INPUT below:

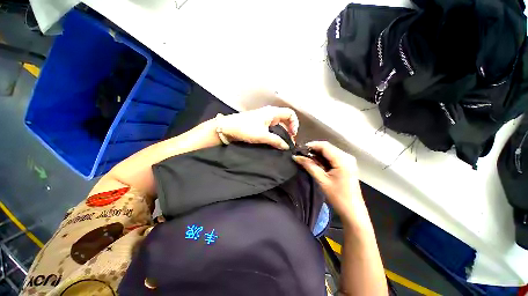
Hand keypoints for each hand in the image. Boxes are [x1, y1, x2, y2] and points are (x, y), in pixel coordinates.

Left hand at [218, 106, 298, 149]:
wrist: (227, 127)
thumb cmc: (245, 128)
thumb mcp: (262, 136)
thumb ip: (276, 141)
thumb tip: (286, 147)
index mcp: (272, 112)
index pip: (290, 114)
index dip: (294, 123)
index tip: (293, 134)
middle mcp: (269, 113)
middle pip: (285, 118)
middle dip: (290, 128)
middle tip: (290, 139)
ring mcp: (264, 117)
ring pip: (278, 122)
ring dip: (283, 131)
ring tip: (284, 141)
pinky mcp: (259, 122)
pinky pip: (272, 126)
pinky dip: (276, 132)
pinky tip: (275, 139)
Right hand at [293, 141, 362, 218]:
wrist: (353, 211)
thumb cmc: (338, 196)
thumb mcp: (322, 180)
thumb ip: (309, 166)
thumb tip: (296, 157)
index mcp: (342, 159)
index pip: (324, 146)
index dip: (311, 145)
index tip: (299, 150)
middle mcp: (347, 156)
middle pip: (327, 147)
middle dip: (313, 150)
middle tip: (301, 155)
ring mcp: (348, 160)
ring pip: (329, 152)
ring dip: (318, 154)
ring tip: (306, 159)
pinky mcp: (347, 165)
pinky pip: (333, 157)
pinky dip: (323, 159)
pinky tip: (316, 163)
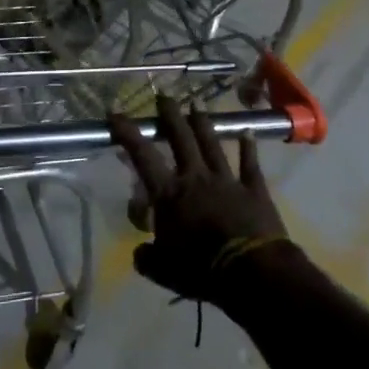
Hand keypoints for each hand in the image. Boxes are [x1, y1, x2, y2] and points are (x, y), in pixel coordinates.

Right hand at [111, 96, 290, 304]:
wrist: (251, 272)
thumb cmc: (200, 269)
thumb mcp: (163, 270)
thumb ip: (148, 257)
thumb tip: (140, 252)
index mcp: (169, 194)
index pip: (142, 156)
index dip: (127, 134)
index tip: (115, 113)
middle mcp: (195, 177)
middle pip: (181, 139)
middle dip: (170, 116)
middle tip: (164, 97)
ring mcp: (226, 180)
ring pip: (212, 144)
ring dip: (203, 124)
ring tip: (197, 106)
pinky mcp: (253, 190)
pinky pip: (250, 164)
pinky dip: (249, 148)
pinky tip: (249, 131)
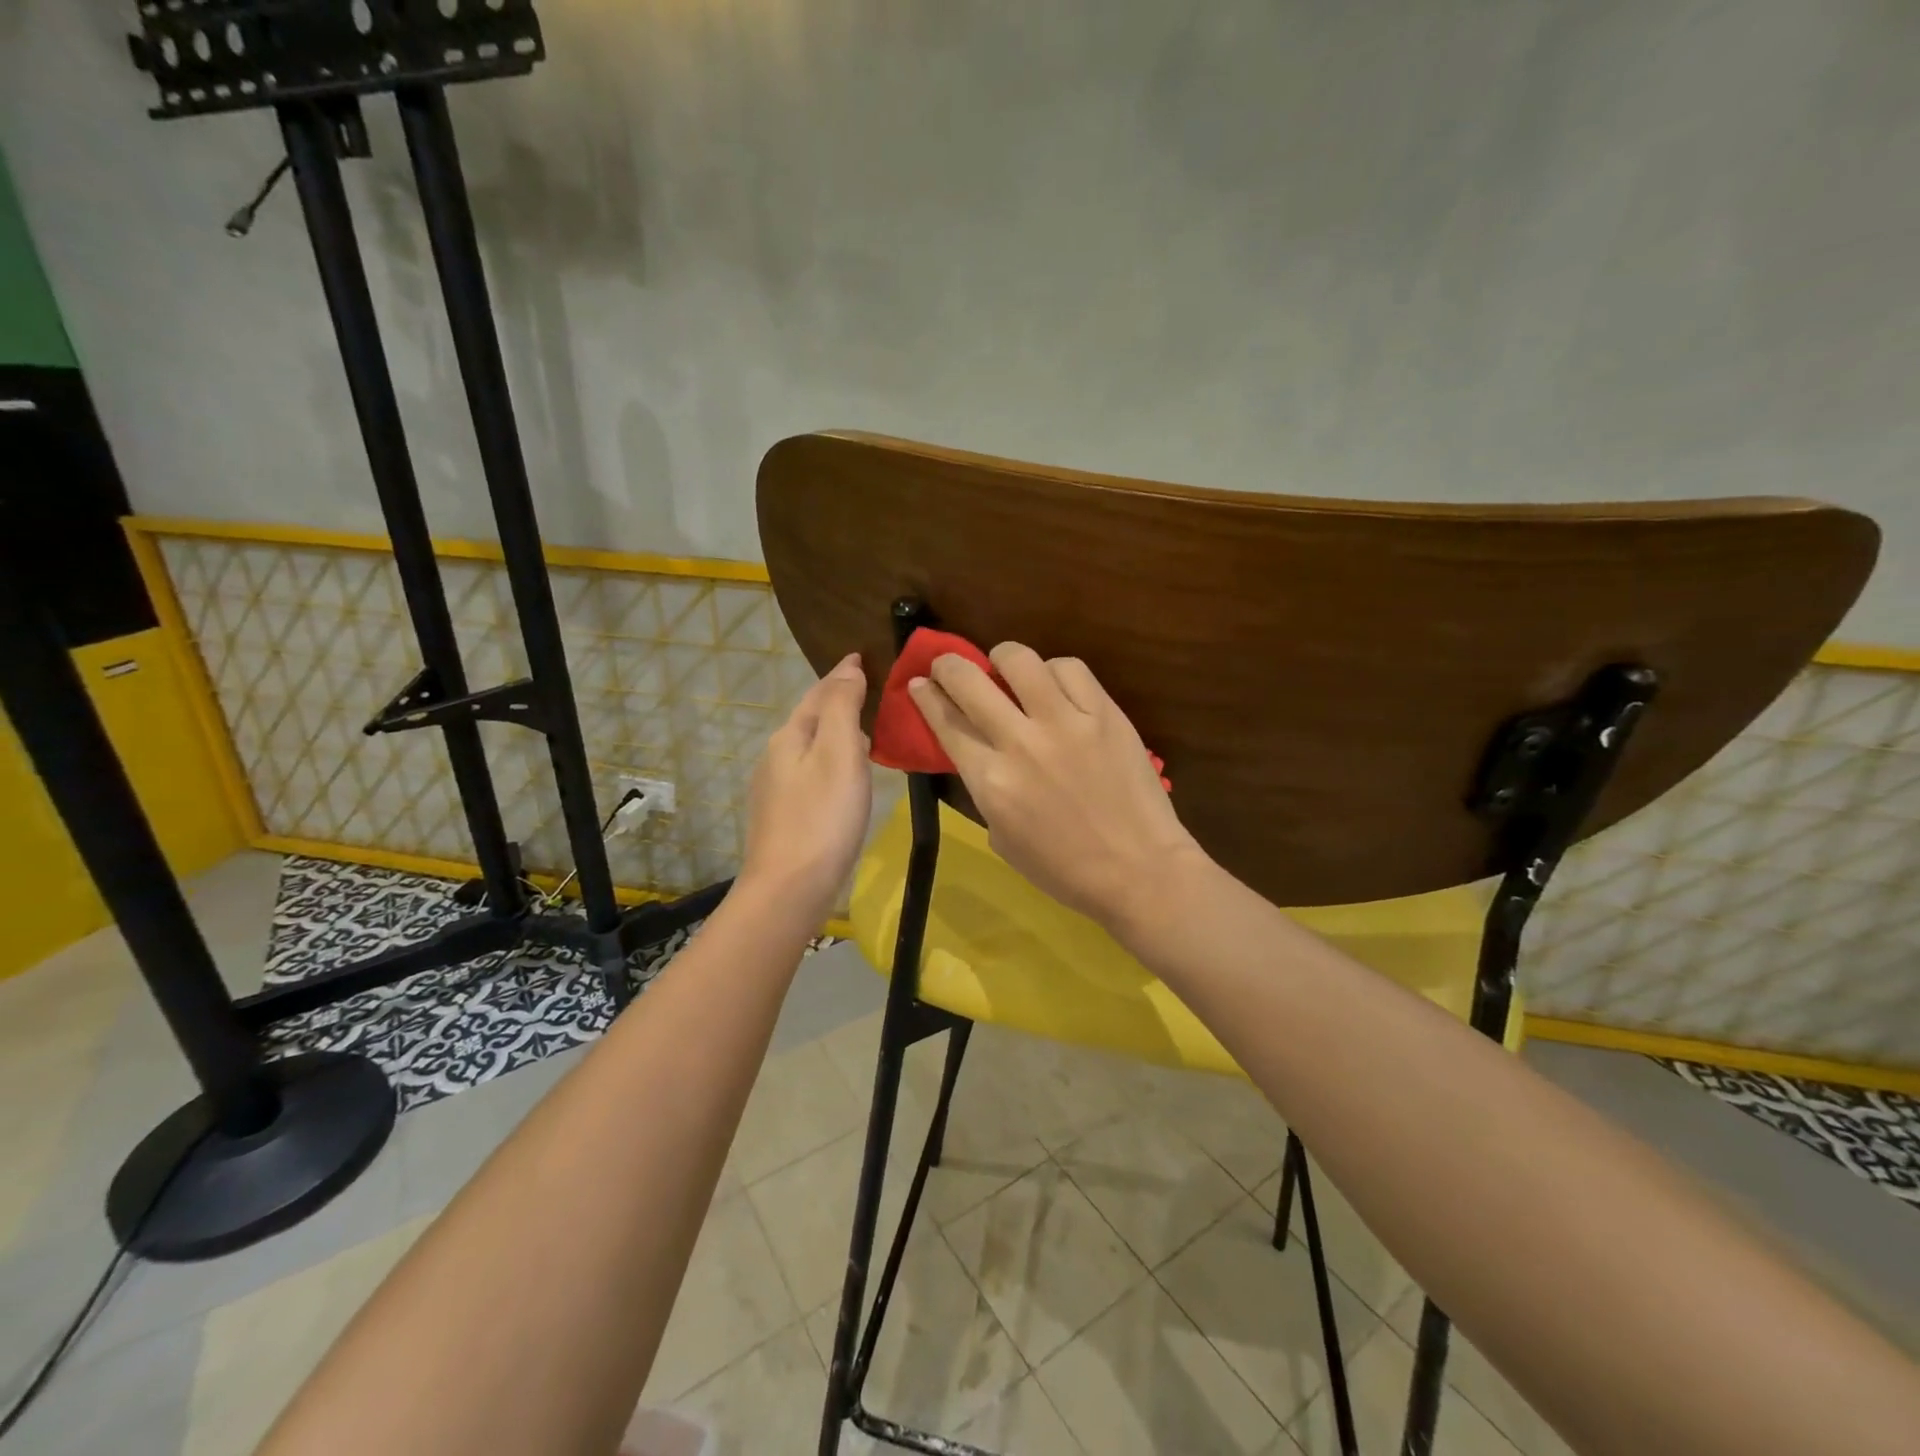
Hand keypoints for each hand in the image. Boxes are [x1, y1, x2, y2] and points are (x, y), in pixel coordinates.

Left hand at [740, 653, 872, 919]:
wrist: (789, 888)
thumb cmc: (822, 816)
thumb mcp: (839, 752)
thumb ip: (842, 707)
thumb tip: (847, 668)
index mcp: (789, 737)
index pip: (817, 694)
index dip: (841, 675)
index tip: (861, 657)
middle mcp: (775, 758)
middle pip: (809, 720)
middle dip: (836, 703)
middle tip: (870, 693)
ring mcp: (775, 791)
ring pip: (809, 749)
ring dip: (834, 735)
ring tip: (865, 734)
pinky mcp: (783, 818)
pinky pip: (810, 775)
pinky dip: (830, 764)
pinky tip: (845, 780)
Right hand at [909, 643, 1204, 926]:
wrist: (1138, 870)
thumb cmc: (1065, 869)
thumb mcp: (1003, 837)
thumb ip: (985, 789)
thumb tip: (979, 751)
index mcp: (990, 781)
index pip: (946, 722)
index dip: (925, 697)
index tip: (918, 683)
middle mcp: (1020, 742)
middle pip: (969, 680)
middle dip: (948, 666)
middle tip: (949, 667)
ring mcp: (1065, 722)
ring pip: (1019, 660)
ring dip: (1002, 659)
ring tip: (1006, 668)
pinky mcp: (1104, 713)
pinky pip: (1070, 669)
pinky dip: (1054, 671)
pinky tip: (1054, 685)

End of INPUT.

## WHAT THIS TASK INVOLVES
Only one thing is wanted here, an exact copy of the lines from the first line above through the line containing "middle tip: (301, 155)", minus any picture.

## WRITTEN RESPONSE
Hand keypoints for each hand in the image. Boxes are [x1, y1, x2, y2] and points are (x, y), in pixel coordinates.

Left hand at [218, 106, 298, 149]:
wrist: (227, 127)
thumb cmc: (245, 128)
thumb mcp: (262, 136)
thumb ip: (276, 141)
thumb tip: (286, 147)
index mcp: (272, 112)
index pip: (290, 114)
index dip: (294, 123)
index tip: (293, 134)
middle mcp: (269, 113)
middle pip: (285, 118)
middle dip: (290, 128)
middle tip: (290, 139)
ring mcp: (264, 117)
ring pip: (278, 122)
ring dip: (283, 131)
ring tip: (284, 141)
pinky mcp: (259, 122)
pinky pip: (272, 126)
pinky dip: (276, 132)
pinky tip: (275, 139)
Right hand at [293, 141, 362, 218]:
wrist: (353, 211)
thumb cmc: (338, 196)
thumb mcp: (322, 180)
thumb ip: (309, 166)
thumb tip: (296, 157)
index mcp: (342, 159)
index pip: (324, 146)
index dip: (311, 145)
index tip: (299, 150)
middle mcp: (347, 156)
middle pip: (327, 147)
middle dip: (313, 150)
middle tip: (301, 155)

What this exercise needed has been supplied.